==== Material for the task ====

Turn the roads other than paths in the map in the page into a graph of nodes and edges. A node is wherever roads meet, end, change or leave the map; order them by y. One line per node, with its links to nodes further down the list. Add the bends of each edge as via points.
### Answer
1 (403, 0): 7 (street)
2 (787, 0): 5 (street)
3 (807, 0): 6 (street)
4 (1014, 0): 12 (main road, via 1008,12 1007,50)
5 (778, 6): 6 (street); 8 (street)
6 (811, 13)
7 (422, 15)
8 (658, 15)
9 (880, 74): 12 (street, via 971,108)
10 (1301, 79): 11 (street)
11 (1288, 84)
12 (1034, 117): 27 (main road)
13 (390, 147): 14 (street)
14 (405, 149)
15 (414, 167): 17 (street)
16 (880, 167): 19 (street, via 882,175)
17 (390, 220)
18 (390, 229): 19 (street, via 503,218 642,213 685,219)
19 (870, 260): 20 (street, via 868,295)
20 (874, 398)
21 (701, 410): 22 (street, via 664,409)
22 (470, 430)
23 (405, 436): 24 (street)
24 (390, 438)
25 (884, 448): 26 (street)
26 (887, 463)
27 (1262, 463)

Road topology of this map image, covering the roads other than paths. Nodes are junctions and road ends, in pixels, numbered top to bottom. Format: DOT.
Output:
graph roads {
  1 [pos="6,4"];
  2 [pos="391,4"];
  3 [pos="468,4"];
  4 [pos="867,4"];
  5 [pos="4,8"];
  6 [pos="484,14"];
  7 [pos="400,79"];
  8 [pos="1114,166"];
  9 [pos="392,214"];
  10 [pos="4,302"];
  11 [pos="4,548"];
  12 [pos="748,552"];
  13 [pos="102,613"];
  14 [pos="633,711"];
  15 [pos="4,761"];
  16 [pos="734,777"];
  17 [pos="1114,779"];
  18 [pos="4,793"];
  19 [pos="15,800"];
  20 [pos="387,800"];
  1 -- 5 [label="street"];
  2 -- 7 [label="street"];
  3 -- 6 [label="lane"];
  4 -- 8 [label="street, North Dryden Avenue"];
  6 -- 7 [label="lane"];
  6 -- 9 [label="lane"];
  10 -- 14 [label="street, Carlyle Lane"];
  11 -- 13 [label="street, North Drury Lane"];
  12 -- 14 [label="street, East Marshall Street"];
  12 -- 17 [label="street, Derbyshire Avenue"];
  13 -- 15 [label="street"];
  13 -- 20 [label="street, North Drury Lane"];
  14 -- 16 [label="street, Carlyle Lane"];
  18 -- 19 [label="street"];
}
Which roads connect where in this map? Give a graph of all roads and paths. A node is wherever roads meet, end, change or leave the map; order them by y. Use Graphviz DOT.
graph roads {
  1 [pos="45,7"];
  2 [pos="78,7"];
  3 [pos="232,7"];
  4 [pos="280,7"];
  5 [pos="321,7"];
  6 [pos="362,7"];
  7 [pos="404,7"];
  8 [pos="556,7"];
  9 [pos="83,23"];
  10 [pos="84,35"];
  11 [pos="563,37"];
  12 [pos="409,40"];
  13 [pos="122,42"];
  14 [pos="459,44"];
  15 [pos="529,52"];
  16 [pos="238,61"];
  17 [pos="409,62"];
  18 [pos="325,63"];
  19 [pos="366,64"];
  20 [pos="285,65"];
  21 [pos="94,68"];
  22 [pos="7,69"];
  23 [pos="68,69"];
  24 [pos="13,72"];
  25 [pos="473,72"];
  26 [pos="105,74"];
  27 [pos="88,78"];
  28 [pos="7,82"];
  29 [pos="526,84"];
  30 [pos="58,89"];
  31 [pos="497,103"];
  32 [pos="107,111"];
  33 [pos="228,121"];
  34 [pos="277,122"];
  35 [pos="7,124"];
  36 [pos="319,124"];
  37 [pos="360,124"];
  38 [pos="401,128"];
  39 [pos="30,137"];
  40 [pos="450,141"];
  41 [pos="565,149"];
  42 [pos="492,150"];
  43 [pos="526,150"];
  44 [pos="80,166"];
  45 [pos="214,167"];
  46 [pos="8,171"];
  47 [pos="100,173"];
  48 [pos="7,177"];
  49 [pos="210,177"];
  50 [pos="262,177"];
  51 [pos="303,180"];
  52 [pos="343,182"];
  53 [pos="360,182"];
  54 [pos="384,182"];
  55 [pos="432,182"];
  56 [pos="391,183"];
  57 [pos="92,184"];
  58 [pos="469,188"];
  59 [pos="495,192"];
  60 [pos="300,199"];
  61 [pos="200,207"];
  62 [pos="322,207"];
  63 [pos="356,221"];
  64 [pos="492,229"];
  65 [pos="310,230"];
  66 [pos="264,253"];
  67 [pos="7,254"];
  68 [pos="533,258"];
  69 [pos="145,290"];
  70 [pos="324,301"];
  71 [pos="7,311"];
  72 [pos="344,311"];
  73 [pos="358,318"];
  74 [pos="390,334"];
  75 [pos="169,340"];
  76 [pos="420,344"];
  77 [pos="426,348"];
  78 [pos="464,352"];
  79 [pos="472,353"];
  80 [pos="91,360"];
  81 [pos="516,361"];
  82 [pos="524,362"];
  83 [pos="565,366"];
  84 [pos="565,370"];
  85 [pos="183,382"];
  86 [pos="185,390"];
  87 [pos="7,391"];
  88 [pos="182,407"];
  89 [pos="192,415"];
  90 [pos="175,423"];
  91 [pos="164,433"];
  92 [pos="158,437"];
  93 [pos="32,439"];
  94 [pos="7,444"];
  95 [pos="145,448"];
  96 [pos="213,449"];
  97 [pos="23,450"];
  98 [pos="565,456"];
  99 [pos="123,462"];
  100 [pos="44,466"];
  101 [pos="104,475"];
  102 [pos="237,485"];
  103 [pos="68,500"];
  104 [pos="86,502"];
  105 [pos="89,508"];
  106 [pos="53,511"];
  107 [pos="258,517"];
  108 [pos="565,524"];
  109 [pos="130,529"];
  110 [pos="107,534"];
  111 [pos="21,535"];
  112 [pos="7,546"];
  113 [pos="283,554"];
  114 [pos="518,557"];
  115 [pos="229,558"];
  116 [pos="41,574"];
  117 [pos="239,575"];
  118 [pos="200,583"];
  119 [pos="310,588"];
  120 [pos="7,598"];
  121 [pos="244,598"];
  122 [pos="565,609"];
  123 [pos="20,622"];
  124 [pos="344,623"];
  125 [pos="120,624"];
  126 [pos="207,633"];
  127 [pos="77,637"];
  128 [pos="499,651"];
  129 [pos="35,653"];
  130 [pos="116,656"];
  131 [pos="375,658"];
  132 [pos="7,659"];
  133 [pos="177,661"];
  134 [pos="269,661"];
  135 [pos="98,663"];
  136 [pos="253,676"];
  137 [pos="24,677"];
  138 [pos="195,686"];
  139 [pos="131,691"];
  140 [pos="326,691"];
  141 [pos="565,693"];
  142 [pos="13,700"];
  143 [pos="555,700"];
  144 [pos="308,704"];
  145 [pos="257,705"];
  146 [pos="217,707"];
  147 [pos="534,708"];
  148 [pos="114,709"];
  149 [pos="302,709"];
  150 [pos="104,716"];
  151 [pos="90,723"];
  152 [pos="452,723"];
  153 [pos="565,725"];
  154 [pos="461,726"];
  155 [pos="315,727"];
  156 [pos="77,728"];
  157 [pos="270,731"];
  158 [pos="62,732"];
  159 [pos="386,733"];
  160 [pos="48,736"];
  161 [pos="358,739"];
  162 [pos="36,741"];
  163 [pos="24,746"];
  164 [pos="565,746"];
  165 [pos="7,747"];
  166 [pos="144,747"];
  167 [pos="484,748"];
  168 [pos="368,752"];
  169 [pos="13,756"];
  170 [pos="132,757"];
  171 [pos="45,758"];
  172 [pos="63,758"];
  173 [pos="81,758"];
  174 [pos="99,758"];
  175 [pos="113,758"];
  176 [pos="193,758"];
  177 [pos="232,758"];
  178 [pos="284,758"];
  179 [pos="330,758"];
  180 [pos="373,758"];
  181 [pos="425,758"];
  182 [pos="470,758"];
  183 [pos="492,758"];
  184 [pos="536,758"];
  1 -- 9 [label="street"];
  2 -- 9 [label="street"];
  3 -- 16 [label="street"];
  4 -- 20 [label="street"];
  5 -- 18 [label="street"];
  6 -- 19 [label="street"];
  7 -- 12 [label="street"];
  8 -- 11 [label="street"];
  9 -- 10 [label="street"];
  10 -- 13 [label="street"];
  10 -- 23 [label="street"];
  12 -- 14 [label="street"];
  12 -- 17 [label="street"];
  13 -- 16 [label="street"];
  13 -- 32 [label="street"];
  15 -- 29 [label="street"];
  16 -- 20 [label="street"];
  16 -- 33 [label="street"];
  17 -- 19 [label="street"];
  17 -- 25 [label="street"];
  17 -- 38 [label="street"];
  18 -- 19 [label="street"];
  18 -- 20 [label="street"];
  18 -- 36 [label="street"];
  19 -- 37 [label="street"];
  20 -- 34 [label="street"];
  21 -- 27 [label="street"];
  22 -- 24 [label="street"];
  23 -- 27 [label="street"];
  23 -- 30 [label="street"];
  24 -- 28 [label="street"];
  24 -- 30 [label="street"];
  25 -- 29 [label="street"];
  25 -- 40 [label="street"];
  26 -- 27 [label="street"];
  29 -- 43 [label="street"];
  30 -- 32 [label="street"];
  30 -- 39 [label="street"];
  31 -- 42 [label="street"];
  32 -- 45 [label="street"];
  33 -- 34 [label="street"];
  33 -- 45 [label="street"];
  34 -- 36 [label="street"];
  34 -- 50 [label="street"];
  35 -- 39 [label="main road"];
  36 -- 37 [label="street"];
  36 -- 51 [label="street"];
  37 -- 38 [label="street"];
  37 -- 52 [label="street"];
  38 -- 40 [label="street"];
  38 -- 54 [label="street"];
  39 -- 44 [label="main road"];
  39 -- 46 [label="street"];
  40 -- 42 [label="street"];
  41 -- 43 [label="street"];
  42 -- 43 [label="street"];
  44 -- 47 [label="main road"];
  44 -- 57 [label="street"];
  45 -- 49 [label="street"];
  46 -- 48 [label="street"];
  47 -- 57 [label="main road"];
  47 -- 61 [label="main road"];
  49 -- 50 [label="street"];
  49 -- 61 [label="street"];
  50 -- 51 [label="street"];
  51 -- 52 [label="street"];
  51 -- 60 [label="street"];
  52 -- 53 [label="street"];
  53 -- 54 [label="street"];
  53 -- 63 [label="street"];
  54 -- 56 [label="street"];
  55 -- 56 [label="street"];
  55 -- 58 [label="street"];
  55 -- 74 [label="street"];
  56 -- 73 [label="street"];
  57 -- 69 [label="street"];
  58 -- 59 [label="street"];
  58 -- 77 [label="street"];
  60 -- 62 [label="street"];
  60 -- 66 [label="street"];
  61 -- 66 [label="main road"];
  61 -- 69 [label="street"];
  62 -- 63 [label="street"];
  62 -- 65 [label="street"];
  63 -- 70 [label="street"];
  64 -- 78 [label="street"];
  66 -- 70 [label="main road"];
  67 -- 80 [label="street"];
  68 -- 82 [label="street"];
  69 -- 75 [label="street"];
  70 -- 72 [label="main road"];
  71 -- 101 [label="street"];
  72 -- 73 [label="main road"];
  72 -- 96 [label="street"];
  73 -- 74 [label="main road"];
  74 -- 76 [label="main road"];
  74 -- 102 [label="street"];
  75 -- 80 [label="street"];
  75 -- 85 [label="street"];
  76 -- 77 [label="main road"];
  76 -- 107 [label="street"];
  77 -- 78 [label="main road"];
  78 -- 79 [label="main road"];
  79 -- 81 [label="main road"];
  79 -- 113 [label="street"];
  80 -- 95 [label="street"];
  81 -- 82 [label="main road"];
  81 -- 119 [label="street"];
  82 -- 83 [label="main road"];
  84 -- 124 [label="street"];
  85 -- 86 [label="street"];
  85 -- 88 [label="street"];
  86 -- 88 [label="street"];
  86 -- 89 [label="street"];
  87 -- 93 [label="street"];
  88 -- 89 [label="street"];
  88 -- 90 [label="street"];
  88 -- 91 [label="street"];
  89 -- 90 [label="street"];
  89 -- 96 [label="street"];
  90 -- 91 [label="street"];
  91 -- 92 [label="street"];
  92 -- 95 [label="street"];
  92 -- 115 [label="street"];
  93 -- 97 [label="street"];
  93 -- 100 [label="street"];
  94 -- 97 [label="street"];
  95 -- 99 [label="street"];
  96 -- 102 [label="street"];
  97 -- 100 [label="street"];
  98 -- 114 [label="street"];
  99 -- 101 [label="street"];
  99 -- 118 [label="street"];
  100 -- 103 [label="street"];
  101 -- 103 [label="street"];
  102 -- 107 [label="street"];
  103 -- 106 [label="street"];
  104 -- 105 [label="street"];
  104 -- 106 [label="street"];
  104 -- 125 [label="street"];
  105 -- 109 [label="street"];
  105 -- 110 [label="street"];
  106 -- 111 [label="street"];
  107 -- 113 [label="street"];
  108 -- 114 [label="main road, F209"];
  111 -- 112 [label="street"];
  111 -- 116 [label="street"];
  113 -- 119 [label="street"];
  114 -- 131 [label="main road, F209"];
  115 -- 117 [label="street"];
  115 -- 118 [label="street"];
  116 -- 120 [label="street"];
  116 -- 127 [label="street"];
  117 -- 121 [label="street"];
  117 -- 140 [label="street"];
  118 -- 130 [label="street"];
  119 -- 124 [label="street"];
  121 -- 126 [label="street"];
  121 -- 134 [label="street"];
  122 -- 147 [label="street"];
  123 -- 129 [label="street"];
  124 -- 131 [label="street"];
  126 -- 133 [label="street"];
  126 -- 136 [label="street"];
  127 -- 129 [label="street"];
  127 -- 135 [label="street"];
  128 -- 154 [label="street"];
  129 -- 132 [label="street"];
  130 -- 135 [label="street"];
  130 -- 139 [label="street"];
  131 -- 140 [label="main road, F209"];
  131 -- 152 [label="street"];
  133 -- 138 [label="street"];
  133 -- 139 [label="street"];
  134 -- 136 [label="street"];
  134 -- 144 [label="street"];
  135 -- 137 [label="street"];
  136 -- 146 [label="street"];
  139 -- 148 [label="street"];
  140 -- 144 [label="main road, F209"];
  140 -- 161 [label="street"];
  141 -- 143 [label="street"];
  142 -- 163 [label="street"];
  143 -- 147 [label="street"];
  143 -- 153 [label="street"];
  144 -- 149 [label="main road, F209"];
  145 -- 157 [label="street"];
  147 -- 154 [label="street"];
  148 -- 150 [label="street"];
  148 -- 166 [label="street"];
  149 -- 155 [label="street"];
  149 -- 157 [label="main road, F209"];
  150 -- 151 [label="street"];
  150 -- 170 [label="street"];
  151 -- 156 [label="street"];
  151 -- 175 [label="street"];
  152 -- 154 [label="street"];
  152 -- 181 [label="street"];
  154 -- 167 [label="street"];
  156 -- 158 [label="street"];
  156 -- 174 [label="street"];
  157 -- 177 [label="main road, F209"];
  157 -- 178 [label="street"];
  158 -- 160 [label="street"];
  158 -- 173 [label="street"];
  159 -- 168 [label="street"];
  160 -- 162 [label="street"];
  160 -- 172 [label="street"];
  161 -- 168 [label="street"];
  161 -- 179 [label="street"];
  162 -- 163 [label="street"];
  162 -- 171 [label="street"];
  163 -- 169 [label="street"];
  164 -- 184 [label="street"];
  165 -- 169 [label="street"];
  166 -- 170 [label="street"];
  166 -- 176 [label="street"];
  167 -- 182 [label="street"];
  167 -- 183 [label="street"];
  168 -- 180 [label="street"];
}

====

Task details :: Where a line of the listing holds "paths", show that line.

The completed task ::
Turn the roads other than paths in the map in the page into a graph of nodes and edges. A node is wherever roads meet, end, change or leave the map; order them by y. One line per node, with its links to nodes further down the list. Add the bends of each edge as via points.
Road topology of this map image, covering the roads other than paths. Nodes are junctions and road ends, in pixels, numbered top to bottom. Format: DOT.
Which roads connect where in this map? Give a graph of all roads and paths. A node is wherever roads meet, end, change or leave the map; order them by y. Use Graphviz DOT.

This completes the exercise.